Visual content recognition is the most important problem and a quite challenging task for underwater imagery analysis. Intra-class variability produces the variation of visual content through views, scales, illumination and non-rigid deformation. Especially, for the detection and classification of seagrasses, the boundary differences in different classes are much more ambiguous than for fish or corals. Also in the digital images, visual content becomes more ambiguous as the depth of the water increases.

4 Conclusion

In this paper, recent approaches for detecting and classifying various underwater marine objects using deep learning are discussed. Approaches are categorized according to the targets of detection. Features and deep learning architectures used are summarized.
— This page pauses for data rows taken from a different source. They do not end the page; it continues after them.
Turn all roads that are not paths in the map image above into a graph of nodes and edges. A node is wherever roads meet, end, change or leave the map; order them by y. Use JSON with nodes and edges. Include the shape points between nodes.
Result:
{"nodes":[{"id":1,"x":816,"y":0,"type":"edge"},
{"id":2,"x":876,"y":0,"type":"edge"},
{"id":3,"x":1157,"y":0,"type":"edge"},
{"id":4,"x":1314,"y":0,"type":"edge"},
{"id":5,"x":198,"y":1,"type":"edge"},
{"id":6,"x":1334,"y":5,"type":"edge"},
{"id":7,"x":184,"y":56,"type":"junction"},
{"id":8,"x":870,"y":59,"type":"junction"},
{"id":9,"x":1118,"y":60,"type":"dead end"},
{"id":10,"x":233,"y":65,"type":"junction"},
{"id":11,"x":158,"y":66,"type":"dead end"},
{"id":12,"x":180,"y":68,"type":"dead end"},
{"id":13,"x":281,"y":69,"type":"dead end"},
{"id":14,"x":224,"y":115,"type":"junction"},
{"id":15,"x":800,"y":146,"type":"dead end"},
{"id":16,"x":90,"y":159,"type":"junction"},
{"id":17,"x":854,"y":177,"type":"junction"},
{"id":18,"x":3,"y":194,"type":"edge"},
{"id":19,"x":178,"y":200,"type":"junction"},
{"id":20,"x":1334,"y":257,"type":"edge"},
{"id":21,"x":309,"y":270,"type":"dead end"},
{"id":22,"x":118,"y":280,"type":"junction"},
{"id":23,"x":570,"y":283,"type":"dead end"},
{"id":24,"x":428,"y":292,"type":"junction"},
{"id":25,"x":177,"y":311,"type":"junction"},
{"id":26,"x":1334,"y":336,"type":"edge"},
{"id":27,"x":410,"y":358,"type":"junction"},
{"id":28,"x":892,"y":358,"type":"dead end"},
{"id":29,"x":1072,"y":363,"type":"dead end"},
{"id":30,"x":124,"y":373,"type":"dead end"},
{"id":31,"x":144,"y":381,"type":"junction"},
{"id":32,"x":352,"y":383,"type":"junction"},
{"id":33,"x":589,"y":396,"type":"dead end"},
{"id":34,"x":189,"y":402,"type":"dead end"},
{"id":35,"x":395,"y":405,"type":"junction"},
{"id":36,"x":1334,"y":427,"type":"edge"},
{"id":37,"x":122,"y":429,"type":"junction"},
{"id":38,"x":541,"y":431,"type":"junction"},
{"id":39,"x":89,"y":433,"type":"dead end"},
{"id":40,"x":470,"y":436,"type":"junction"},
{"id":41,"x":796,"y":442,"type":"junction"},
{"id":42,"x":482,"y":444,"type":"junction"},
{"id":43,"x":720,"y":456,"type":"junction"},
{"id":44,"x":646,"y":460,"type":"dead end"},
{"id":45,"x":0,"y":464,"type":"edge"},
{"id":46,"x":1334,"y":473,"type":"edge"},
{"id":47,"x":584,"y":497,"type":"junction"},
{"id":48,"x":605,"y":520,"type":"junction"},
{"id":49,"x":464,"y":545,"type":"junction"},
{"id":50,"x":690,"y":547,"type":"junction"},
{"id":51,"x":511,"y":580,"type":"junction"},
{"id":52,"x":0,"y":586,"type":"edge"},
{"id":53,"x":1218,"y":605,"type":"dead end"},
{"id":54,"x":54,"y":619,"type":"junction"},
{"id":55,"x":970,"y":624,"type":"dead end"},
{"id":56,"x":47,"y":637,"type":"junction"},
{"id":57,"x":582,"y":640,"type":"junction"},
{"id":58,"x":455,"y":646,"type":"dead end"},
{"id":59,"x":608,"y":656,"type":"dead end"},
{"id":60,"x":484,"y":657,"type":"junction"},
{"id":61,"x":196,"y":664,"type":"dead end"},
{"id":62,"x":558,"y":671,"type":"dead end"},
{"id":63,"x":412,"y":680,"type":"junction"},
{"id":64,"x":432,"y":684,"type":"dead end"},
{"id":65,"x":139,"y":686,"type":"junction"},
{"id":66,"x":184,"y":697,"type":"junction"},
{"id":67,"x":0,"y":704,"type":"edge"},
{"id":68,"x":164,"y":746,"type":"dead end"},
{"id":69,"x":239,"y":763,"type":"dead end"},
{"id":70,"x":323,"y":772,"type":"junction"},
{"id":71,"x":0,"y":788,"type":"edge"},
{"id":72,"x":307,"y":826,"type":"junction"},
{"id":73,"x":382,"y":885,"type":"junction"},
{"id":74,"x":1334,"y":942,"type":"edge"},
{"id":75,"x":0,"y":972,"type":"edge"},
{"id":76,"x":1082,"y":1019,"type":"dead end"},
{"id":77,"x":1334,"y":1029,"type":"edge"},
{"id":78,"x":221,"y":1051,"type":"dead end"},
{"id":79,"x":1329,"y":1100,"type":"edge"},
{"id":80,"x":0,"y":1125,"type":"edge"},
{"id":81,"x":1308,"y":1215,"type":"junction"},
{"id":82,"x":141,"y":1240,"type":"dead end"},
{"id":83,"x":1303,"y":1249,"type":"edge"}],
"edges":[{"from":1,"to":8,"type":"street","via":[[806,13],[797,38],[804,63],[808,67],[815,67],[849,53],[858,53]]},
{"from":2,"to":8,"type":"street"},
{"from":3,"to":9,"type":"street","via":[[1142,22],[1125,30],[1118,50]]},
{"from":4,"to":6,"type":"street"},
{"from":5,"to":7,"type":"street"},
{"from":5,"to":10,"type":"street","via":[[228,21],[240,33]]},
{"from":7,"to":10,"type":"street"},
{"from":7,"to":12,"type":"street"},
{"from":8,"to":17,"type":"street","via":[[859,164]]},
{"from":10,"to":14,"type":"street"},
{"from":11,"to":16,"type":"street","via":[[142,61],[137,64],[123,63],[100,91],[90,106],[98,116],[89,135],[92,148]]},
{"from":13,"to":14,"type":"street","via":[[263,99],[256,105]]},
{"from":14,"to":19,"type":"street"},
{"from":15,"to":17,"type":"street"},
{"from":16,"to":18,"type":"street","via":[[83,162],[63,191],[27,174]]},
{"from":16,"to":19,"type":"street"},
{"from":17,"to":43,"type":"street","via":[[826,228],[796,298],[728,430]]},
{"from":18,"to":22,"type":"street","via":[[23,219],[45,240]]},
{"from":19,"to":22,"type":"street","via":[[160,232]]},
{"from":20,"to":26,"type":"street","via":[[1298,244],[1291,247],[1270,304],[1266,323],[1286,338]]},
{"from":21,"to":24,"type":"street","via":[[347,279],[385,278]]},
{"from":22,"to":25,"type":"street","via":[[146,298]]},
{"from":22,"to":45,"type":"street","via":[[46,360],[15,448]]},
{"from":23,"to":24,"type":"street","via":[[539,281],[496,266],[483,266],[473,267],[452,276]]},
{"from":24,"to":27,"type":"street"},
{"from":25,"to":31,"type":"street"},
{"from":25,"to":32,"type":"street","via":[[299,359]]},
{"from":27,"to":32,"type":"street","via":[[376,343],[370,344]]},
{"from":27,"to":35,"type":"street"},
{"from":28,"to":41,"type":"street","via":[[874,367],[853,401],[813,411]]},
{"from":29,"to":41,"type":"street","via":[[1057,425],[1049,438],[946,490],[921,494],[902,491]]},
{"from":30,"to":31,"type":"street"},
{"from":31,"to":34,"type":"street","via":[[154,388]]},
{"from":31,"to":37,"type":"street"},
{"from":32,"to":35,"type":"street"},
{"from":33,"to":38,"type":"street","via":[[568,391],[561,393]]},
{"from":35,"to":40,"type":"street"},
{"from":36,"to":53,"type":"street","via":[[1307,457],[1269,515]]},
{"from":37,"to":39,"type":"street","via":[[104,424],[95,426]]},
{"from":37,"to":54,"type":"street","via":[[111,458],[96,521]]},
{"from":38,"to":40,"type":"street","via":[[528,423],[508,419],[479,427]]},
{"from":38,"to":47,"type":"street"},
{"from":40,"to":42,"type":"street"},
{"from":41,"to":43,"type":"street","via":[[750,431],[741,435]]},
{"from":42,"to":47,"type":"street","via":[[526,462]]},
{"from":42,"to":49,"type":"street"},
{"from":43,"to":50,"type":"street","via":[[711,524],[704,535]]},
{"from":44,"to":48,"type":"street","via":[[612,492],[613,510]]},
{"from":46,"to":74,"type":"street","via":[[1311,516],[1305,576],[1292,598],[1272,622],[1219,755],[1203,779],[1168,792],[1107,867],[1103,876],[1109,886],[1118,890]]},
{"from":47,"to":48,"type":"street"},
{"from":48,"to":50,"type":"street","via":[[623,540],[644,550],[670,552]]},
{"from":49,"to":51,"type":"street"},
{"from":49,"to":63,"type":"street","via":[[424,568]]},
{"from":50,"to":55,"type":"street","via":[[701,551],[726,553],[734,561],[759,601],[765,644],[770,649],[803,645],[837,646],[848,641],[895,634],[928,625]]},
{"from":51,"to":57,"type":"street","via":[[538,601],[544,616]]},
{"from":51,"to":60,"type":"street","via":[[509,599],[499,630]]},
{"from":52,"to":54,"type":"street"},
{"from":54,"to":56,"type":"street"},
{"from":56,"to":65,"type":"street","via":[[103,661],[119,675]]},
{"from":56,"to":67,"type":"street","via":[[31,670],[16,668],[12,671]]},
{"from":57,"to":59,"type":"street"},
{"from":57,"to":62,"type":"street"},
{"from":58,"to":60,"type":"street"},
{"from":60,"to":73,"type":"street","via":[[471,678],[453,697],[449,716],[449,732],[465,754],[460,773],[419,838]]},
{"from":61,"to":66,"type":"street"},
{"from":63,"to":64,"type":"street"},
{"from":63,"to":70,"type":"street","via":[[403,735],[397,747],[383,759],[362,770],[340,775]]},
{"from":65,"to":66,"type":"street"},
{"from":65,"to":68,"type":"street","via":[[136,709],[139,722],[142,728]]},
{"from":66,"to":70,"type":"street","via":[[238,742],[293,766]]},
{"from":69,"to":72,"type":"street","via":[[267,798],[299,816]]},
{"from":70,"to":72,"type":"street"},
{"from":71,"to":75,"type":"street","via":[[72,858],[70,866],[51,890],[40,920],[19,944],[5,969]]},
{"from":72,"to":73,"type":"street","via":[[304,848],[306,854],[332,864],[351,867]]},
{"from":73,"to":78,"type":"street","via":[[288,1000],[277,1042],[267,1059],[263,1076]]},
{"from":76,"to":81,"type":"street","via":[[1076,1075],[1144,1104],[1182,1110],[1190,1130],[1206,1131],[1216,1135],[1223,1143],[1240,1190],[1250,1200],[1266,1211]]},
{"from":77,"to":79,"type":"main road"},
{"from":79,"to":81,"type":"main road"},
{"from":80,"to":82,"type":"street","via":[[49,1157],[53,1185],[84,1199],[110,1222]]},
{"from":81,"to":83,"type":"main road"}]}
It was necessary to highlight all the approaches of marine data analysis in a single paper so that it becomes easy to focus on the possibilities of future work based on deep neural network method. It has been found that more works have be done for coral detection and classification using deep learning but no work has been done for the case of seagrass which is equally vital for oceanic ecosystem. The effectiveness, accuracy and robustness of any detection and classification algorithm can be increased significantly if both color and texture based features are combined. Accumulation of hand-crafted features and neural network may bring better results for seagrass detection and classification. Therefore, the opportunity exists to develop an efficient and effective deep learning approach for underwater seagrass imagery, which will be the focus of our future work.